:: DATA SUPPLIED

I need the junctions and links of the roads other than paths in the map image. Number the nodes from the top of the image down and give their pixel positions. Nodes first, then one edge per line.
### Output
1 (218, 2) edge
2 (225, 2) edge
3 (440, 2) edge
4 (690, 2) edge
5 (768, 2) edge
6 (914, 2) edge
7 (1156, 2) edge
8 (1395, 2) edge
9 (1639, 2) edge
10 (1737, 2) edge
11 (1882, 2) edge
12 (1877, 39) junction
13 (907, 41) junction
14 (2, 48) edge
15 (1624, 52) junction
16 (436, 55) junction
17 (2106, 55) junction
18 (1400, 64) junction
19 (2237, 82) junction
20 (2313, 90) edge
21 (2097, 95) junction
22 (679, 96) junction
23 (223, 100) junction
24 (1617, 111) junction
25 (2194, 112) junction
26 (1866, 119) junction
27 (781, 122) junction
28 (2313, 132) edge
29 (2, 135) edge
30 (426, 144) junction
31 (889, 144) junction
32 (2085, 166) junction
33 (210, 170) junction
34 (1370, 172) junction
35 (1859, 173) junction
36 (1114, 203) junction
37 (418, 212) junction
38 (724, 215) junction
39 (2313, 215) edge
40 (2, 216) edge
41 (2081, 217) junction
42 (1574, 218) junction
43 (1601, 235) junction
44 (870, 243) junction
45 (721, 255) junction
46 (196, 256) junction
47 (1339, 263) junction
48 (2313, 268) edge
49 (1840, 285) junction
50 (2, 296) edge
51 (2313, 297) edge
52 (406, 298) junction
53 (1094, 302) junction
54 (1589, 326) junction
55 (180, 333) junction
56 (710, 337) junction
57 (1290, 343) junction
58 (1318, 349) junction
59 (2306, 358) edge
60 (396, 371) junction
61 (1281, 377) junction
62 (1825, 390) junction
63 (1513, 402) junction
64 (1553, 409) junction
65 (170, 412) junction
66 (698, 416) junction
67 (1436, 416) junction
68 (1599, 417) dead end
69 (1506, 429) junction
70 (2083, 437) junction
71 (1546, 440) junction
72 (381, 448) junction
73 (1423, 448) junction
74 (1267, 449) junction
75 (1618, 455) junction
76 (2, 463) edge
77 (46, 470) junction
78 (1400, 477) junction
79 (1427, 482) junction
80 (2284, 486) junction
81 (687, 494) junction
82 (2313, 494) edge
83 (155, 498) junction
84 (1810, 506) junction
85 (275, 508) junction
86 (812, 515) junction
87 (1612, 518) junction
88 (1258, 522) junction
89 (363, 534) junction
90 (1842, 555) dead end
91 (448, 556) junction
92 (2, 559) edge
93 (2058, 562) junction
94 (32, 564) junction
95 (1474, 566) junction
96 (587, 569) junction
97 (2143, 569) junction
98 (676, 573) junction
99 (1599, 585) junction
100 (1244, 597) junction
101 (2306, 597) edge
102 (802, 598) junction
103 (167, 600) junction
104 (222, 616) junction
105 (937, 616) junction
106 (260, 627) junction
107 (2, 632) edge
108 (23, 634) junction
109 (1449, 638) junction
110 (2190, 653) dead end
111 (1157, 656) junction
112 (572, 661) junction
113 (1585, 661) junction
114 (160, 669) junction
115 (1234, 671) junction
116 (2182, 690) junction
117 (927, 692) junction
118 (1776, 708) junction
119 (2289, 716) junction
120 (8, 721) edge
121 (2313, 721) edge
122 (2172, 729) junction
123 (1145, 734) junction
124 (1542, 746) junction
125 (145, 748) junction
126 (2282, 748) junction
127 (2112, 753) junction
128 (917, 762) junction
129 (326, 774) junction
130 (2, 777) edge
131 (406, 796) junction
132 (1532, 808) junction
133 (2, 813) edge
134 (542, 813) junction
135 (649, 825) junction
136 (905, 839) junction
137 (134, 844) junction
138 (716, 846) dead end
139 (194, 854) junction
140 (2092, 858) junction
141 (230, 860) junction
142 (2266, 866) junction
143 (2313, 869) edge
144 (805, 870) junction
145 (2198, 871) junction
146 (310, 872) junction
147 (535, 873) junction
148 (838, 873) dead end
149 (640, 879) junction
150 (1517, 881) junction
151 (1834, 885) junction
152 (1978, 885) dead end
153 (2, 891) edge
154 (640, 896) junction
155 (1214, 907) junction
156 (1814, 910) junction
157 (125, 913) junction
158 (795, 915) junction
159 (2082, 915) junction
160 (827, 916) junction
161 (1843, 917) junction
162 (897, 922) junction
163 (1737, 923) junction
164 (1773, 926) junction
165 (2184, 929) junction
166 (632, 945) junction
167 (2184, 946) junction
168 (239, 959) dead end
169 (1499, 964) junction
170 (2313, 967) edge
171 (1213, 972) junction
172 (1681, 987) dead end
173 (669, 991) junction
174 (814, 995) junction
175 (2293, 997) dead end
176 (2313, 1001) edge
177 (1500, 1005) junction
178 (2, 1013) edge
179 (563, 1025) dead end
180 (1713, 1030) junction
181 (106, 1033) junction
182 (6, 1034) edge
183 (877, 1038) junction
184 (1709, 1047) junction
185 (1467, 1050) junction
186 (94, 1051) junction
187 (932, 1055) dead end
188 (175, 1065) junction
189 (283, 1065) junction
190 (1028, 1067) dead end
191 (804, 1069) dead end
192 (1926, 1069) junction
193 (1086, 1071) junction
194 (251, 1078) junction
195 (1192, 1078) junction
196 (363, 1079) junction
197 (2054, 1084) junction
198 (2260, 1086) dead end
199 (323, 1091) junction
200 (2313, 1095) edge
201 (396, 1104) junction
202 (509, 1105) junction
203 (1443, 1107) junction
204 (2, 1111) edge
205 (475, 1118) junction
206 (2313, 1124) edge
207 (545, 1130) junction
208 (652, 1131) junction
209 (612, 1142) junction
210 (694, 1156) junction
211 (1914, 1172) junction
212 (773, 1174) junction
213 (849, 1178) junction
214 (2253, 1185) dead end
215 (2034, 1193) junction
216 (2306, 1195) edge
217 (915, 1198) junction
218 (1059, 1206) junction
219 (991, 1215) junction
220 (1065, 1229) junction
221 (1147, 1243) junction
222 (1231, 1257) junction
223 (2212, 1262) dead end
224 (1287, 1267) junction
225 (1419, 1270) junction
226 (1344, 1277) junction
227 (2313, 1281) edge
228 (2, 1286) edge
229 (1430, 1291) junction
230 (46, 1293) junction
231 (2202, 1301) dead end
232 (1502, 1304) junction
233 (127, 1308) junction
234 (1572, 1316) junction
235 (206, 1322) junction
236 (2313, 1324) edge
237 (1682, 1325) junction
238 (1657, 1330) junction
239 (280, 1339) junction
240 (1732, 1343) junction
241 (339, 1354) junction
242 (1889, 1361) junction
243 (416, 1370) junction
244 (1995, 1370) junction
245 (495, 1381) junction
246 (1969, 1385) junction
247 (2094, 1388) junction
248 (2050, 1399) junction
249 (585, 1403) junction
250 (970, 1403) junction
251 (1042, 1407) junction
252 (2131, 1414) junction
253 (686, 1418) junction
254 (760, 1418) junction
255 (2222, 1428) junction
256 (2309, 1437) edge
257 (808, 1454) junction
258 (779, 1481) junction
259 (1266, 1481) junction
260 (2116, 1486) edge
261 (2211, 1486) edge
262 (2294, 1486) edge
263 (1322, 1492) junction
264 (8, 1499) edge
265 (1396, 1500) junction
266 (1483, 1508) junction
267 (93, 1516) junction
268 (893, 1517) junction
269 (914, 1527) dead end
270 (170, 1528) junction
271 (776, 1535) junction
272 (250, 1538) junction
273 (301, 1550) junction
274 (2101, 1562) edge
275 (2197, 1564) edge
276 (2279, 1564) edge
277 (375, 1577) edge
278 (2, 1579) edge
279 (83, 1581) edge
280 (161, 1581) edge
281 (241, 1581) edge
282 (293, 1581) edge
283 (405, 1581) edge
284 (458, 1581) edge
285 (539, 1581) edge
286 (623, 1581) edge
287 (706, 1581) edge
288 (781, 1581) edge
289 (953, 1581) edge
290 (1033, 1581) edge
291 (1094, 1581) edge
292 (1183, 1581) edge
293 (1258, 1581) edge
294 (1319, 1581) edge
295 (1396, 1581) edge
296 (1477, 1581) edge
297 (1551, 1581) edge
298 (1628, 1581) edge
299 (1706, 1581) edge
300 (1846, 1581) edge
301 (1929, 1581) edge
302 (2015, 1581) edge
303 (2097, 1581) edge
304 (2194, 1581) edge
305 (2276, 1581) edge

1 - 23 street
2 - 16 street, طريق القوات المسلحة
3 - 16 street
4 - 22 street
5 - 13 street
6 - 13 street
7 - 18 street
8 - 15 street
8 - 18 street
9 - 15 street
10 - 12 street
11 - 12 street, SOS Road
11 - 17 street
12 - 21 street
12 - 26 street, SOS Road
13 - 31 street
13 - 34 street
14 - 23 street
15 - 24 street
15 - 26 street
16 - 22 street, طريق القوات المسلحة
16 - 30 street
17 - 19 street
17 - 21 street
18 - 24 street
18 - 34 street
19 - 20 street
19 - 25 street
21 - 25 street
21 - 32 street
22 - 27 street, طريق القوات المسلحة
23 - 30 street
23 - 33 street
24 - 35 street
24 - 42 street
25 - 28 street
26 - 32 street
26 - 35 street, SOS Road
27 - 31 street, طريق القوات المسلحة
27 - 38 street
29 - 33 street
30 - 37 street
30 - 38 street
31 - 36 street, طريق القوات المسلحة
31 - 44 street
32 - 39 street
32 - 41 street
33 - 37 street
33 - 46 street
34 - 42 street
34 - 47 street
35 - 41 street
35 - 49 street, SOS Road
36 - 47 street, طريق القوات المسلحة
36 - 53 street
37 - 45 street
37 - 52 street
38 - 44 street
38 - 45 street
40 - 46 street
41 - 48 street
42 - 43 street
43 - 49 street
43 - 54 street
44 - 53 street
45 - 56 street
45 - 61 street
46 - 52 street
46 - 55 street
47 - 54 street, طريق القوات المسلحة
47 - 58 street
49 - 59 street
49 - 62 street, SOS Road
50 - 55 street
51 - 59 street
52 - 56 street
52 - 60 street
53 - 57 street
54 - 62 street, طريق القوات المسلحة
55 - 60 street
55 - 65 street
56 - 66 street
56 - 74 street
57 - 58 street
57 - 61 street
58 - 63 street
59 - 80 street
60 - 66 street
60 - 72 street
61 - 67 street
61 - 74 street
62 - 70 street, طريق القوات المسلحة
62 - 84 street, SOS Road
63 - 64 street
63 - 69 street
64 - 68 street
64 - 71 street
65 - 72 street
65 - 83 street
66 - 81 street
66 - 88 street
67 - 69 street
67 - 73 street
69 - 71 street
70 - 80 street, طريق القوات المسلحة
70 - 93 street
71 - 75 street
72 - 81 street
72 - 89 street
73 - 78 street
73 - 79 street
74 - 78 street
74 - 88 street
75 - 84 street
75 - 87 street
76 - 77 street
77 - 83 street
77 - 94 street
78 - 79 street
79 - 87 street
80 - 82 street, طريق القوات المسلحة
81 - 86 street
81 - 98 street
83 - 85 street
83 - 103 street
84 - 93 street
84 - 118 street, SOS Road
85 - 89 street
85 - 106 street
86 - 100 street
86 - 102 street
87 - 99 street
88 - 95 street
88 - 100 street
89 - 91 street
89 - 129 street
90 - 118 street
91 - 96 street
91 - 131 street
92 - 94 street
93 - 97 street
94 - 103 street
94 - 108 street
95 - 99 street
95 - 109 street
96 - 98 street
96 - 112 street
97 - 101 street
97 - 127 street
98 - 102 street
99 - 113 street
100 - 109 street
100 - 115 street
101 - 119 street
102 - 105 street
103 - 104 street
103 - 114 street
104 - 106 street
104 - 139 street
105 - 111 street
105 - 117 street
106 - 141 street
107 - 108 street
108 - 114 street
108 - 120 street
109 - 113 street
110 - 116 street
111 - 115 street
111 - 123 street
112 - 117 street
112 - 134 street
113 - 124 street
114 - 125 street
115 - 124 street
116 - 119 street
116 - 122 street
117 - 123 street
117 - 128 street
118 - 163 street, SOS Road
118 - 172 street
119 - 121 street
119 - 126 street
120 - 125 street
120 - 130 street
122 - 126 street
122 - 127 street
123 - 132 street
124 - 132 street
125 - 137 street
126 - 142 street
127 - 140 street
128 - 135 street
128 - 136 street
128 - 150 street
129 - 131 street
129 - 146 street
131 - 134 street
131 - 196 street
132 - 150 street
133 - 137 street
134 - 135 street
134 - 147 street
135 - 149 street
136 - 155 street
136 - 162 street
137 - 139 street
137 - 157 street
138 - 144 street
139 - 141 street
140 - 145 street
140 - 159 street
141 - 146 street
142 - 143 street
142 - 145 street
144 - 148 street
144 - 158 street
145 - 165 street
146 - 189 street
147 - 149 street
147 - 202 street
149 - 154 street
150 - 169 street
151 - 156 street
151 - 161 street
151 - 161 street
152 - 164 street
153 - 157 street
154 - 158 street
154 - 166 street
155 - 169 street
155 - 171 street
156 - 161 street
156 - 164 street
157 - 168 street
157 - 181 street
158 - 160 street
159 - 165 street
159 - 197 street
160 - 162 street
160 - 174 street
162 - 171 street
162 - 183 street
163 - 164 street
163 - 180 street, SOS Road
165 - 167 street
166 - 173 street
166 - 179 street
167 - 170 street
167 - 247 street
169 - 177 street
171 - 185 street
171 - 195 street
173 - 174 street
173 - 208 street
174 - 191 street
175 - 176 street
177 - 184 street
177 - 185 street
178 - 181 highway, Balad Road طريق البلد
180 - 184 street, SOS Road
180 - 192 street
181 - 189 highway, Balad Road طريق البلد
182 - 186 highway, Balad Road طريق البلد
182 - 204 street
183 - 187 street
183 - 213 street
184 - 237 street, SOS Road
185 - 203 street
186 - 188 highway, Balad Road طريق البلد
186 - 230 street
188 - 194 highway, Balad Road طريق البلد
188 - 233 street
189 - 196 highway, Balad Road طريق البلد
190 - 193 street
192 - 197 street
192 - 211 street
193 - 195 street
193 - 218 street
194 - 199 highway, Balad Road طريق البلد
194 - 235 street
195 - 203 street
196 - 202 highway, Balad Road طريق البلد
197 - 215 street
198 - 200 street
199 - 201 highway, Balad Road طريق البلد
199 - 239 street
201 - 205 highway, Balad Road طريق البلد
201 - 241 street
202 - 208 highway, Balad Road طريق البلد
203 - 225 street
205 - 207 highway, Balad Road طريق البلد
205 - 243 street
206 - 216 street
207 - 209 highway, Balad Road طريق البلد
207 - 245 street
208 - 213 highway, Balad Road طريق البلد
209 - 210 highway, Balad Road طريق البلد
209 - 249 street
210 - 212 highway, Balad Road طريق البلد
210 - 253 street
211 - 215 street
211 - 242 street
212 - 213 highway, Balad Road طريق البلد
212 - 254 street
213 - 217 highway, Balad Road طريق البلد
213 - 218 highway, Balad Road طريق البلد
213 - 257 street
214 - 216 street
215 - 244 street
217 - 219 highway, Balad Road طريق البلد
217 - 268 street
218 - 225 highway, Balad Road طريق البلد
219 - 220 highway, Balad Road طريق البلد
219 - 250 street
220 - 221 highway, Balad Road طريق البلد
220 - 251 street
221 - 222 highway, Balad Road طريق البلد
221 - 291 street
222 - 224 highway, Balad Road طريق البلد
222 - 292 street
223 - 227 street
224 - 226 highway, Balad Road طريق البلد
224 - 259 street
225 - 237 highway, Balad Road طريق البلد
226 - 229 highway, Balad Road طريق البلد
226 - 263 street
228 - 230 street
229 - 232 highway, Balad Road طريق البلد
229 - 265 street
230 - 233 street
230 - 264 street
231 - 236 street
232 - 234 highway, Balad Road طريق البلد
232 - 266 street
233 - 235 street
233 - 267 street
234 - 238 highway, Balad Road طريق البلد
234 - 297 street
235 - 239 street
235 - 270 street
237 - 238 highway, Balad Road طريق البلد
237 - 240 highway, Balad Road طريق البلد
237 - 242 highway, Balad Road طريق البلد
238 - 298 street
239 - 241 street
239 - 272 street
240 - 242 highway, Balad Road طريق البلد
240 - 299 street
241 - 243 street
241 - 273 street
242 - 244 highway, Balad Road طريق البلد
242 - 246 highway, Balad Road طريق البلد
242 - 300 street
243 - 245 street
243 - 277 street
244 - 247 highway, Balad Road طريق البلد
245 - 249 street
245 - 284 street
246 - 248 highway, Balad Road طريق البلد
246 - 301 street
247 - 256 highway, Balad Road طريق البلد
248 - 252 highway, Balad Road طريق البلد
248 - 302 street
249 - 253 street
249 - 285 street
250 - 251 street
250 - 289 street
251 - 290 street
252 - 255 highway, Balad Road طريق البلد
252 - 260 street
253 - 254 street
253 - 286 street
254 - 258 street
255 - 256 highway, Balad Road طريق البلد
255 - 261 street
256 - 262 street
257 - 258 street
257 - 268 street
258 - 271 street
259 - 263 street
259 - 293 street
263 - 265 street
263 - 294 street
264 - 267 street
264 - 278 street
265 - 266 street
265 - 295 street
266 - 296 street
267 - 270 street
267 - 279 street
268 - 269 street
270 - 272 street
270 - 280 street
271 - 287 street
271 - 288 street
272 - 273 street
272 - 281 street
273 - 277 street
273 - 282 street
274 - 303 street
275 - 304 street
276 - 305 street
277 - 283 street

::::

> GOAL OF THE EXERCISE: Among the entries above, which lines include "القوات"? List them all.

> SOLUTION:
2 - 16 street, طريق القوات المسلحة
16 - 22 street, طريق القوات المسلحة
22 - 27 street, طريق القوات المسلحة
27 - 31 street, طريق القوات المسلحة
31 - 36 street, طريق القوات المسلحة
36 - 47 street, طريق القوات المسلحة
47 - 54 street, طريق القوات المسلحة
54 - 62 street, طريق القوات المسلحة
62 - 70 street, طريق القوات المسلحة
70 - 80 street, طريق القوات المسلحة
80 - 82 street, طريق القوات المسلحة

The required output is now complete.